Not sure if this is an April fools wheeze or not?


----------



## Tin Pot (1 Apr 2015)




----------



## uclown2002 (1 Apr 2015)

Drago said:


> Not sure if this is an April fools wheeze or not?


I'm surprised you're not sure! Seems pretty obvious!


----------



## ianrauk (1 Apr 2015)

You are Bonj and I claim my £5.00


----------



## Slioch (1 Apr 2015)

I really like this idea.

I'm sick to death of reading on here about people "pootling" or "bimbling" and refusing to wear helmets. And those people who stop to take photographs whilst out on their rides and then post them in the "your ride today" thread - what's that all about!! . Do they seriously think anyone else is remotely interested in their self-obsessed attention seeking delusional fantasies?

Are there any geographical limits on who can be a member of this erstwhile band @0-markymark-0. or would you propose membership is restricted to only those proper cyclists who live within, say, the M25?


----------



## Joshua Plumtree (1 Apr 2015)

And can we not have sub sections based on average speed, cost of best bike and how cool we look?


----------



## Markymark (1 Apr 2015)

Slioch said:


> Are there any geographical limits on who can be a member of this erstwhile band @0-markymark-0. or would you propose membership is restricted to only those proper cyclists who live within, say, the M25?


Well, as much as I like the idea, I think it could be open to the rest of the country as it'll make sure us London cyclists are at the top of the list with the proper amount of money spent on bikes.


----------



## Racing roadkill (1 Apr 2015)




----------



## Diggs (1 Apr 2015)

Presumably photos during rides are allowed but only monochrome arty shots of suffering?


----------



## John the Monkey (1 Apr 2015)

Diggs said:


> Presumably photos during rides are allowed but only monochrome arty shots of suffering?

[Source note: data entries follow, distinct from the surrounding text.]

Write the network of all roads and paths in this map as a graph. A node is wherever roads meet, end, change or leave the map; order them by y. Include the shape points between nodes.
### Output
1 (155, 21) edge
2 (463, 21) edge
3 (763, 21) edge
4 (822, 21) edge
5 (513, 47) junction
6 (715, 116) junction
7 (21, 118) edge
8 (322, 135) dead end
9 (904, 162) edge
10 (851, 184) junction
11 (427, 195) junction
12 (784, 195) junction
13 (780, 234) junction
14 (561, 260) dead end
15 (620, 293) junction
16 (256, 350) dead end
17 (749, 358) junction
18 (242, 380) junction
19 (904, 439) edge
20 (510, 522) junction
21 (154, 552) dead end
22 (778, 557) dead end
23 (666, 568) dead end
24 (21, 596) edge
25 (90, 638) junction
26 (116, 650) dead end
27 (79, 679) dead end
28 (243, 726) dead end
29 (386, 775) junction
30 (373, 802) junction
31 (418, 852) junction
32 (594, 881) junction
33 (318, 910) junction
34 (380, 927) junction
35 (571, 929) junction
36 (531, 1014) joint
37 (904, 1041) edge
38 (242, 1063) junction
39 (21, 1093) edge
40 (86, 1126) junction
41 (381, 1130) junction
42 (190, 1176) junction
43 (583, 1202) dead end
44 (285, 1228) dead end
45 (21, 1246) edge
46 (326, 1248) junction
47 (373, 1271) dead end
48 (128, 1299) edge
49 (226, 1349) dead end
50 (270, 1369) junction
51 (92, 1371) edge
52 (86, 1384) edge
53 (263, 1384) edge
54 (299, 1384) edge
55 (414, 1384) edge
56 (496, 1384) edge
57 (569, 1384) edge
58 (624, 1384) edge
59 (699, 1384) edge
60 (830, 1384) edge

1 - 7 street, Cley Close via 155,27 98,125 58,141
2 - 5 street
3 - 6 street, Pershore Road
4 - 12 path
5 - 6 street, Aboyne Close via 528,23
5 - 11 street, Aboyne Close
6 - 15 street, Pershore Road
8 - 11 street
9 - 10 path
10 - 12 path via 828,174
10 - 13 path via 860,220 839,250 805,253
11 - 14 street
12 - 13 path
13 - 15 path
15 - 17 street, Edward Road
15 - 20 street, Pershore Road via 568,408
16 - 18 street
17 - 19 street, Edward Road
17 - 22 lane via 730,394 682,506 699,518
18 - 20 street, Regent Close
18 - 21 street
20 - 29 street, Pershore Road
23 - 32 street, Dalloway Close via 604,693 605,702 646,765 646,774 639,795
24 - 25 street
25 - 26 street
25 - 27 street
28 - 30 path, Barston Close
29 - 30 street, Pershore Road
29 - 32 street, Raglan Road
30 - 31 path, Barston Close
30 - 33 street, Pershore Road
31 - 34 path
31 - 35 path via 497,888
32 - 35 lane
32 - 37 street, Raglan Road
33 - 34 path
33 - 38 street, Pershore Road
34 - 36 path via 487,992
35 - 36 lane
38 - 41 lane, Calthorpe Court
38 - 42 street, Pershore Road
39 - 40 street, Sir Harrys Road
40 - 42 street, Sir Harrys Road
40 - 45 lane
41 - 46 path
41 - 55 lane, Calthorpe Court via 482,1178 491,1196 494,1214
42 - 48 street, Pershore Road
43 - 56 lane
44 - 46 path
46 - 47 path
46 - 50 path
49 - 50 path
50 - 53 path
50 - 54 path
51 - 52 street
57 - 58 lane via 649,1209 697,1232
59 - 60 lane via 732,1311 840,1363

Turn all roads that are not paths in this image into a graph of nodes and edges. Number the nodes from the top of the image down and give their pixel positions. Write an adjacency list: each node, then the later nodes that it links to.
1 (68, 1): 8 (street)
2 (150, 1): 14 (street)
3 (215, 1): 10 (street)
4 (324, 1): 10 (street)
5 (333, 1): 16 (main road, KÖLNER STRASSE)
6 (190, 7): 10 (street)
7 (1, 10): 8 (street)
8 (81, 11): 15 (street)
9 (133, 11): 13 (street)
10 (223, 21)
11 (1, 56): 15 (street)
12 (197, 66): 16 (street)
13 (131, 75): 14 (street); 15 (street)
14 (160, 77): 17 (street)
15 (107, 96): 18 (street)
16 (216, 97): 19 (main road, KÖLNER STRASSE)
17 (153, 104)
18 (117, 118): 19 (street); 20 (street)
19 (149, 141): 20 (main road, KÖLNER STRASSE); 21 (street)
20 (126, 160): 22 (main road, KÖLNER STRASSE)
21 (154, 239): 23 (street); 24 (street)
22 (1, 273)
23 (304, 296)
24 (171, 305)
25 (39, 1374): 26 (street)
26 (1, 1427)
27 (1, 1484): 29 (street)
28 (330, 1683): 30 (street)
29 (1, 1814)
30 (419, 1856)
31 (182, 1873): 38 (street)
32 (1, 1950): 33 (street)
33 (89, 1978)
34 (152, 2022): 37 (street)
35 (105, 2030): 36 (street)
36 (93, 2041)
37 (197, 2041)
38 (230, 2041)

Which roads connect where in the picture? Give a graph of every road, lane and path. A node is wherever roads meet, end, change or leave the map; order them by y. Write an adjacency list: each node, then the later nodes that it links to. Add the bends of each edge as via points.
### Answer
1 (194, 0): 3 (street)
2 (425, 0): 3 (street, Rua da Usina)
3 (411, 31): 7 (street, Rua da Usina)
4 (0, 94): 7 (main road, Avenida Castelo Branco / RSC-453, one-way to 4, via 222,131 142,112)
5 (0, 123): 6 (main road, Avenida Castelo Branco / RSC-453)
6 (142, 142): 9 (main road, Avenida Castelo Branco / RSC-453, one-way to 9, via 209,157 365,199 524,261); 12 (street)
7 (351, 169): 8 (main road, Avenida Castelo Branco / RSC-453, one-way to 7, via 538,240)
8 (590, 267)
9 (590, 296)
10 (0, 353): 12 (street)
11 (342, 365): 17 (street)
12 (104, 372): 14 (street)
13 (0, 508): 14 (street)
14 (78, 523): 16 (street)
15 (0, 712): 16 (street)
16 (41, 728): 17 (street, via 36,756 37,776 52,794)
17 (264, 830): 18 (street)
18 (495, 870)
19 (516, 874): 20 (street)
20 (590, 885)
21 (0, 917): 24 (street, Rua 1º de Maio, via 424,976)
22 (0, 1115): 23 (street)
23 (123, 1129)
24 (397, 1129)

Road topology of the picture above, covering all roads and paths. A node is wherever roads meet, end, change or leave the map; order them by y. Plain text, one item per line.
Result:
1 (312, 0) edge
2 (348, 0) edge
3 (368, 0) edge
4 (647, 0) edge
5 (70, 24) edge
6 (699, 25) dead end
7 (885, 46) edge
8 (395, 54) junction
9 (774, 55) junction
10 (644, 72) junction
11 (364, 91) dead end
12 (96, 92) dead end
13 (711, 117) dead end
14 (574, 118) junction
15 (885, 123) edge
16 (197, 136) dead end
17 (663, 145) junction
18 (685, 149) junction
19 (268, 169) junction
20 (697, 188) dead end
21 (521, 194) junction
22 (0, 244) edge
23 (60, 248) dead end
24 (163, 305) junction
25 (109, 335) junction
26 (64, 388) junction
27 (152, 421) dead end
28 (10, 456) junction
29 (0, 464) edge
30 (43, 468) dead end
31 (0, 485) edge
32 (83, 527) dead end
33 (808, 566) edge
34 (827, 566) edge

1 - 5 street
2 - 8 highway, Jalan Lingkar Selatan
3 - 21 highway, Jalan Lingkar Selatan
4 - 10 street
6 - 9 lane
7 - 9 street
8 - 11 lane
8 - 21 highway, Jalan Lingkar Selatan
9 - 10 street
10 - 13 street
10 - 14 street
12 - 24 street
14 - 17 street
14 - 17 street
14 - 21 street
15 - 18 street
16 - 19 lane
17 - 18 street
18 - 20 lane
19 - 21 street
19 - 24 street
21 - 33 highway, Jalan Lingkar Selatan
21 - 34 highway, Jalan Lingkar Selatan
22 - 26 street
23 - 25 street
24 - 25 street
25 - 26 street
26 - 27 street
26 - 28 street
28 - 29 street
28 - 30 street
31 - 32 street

There should definitely be an exception for that. And a strict "Three strikes" rule on implying that cycling is in anyway enjoyable.


----------



## youngoldbloke (1 Apr 2015)

http://www.velominati.com/ - off you go, 0-markymark-0


----------



## jefmcg (1 Apr 2015)

youngoldbloke said:


> http://www.velominati.com/ - off you go, 0-markymark-0


I've only ever popped over there to be annoyed by _The Rules _before. OMG, is it like this every day??? Or just April 1st. What a pack of self-gratification artists! (I expected "self-gratification artists" to be censored)



> *THE RIDES*
> 
> by frank / Nov 17 2011 / 1778 posts
> 
> ...





> *THE MAN WITH THE HAMMER*
> by frank / Dec 6 2008 / 27 posts
> 
> 
> ...


----------



## Mugshot (1 Apr 2015)

0-markymark-0 said:


> I can see there’s lots of sections for different type of cyclists (commuting, touring, family etc). Just wondering if it would be worth putting another forum section for serious cyclists?
> 
> I consider myself a serious cyclist and it would be great if we could have a section for other cyclists like me. When I say serious I mean they would have to have bikes with, say, more than 15 gears, spent a decent amount buying it (ie you must own at least one bike over £1K and own more than one bike), wear proper clothes (SPDs, helmets, HiViz if dark etc).
> 
> ...


Hmmm, I do like the idea, although there are a couple of criteria where I fall short. However as I am one of the top cyclists in the UK and should certainly be classed as a proper cyclist for that reason alone, could I suggest that we organise some kind of race off? So, for example, my bike did not cost £1000+ but I would certainly beat you in any kind of challenge you'd like to set so I could be included in the club. In fact after you'd seen how fast I am I'd probably be a moderator.


----------



## vickster (1 Apr 2015)

I think a proper cyclist must be someone who spent £1000 on their wheels, nay each wheel...and the cost of the whole bike £3k+?


----------



## Mugshot (1 Apr 2015)

vickster said:


> I think a proper cyclist must be someone who spent £1000 on their wheels, nay each wheel...and the cost of the whole bike £3k+?


What if it's black?


----------



## vickster (1 Apr 2015)

What if it is?


----------



## Mugshot (1 Apr 2015)

Just wondering if you'd consider someone on a black bike a proper cyclist, I know you're not keen on them, and I think @0-markymark-0 is looking at some pretty strict entrance criteria.


----------



## Markymark (1 Apr 2015)

Mugshot said:


> Just wondering if you'd consider someone on a black bike a proper cyclist, I know you're not keen on them, and I think @0-markymark-0 is looking at some pretty strict entrance criteria.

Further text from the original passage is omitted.